Wednesday, September 27, 2006

Moderation of Aggression

Getting dealt one of the three best starting hands used to give me an instant adrenaline rush.  A cash game, a tournament, it didn’t matter; give me AA, KK, or QQ and my eyes lit up.

As I’ve mentioned recently, I’m still having trouble with overvaluing AA.  But I’ve recently made some progress with playing the other two big pairs and in doing so, I’ve come to a conclusion of sorts that may help me with the biggest pair of them all.

KK and QQ are inherently vulnerable.  On their own, there exist other starting hands that dominate them.  But not only that, any Ax against KK or Kx against QQ is only a 2:1 dog.  Because of that vulnerability, I’ve been able to exercise caution playing those hands.  In fact, whenever I get dealt KK or QQ, my first thoughts are “don’t go broke.”

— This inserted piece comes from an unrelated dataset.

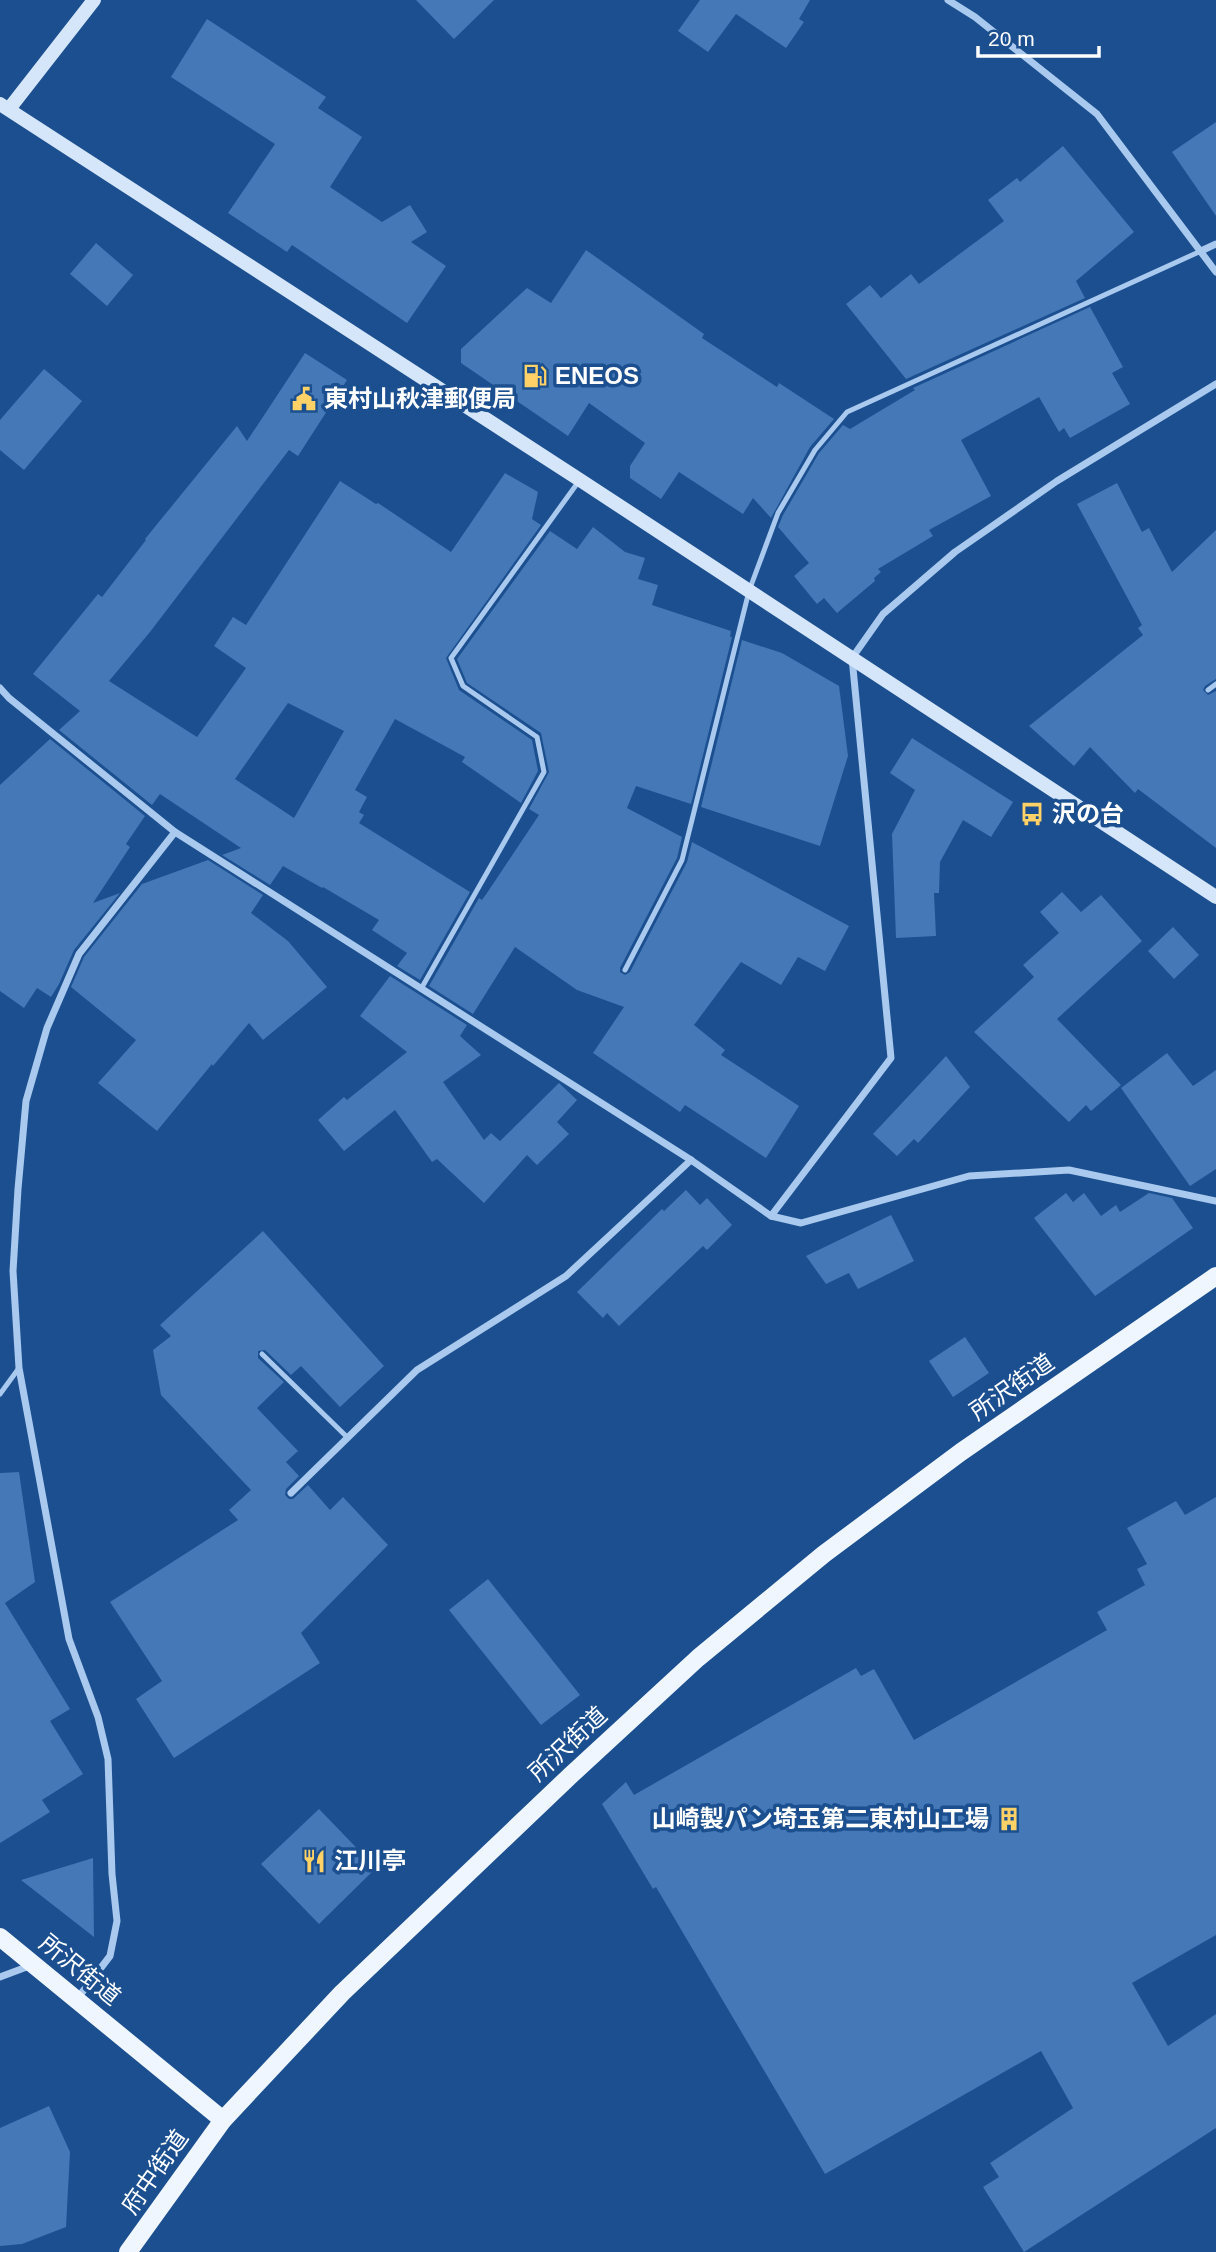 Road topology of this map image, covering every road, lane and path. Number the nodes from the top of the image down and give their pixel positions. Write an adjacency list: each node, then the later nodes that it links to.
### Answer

But until recently, AA hasn’t given me that first thought instinct.  I think for me, it’s primarily due to the fact that you know, with 100% certainty, that you have the best hand pre-flop.  So before the flop, that starting hand is not dominated by any other hand.  That over-confidence has led me to ruin recently as I’ve failed to recognize flops that diminish the strength of AA.

A quick hand example, but with QQ.

It’s 6-handed and I’m on the button with QQ.  Folded to me, I raise 3.5x and the big blind calls.  The flop is 89J rainbow.  This flop is certainly coordinated; any ten has a big draw albeit with two fewer outs.  The big blind checks, and here’s were my cautiousness comes into play.  I check too.

The turn comes and I hit my set.  But also, it gives the big blind a straight if he was drawing to one.  He checks.  I’m prepared for a check-raise here, but I’m going to give my opponent a chance to make a mistake.  I bet 2/3rds the size of the pot.  Like I predicted, my opponent does check-raise.  But it’s a min check-raise.  I call knowing I’ve got 10 outs to a better hand if in fact the big blind has hit his straight.  Min-check raises at the $200NL game are still many times just weak bluffs.

The river pairs the 9 and I know I’m good.  If my opponent has his straight, he’ll go broke.  He bets out just over half the pot and I raise him all-in.  He folds.  The turn min check-raise was indeed a bad bluff, followed up with another weak bluff on the river.

I played it cautiously for sure.  From my perspective, the check on the flop made this hand more playable than it would have been otherwise.  The pot was kept smaller, it let my opponent bluff at it easier, and had I not hit my full house, I would have an easier chance of letting go of the hand.  I was willing to fold the set there given appropriate pressure.  That is of course opponent dependent.

Aggression is certainly a key factor to NLHE success, but I maintain that moderation of aggression, depending on flop texture is an imperative consideration as well.  Depending on the situation, you can win more money and at the same time give yourself a chance to lose less.

As always, comments are welcome.  I’m interested in opposing viewpoints on this hand, especially from the perspective of me playing it weakly.

Monday, September 25, 2006

Bash Report Bullets

Well it wouldn’t be a BadBlood trip report without some kind of travel-based snafu, now would it?  Note to self:  Do not schedule a return trip from the Bash at the Boathouse at 8:40AM the following day.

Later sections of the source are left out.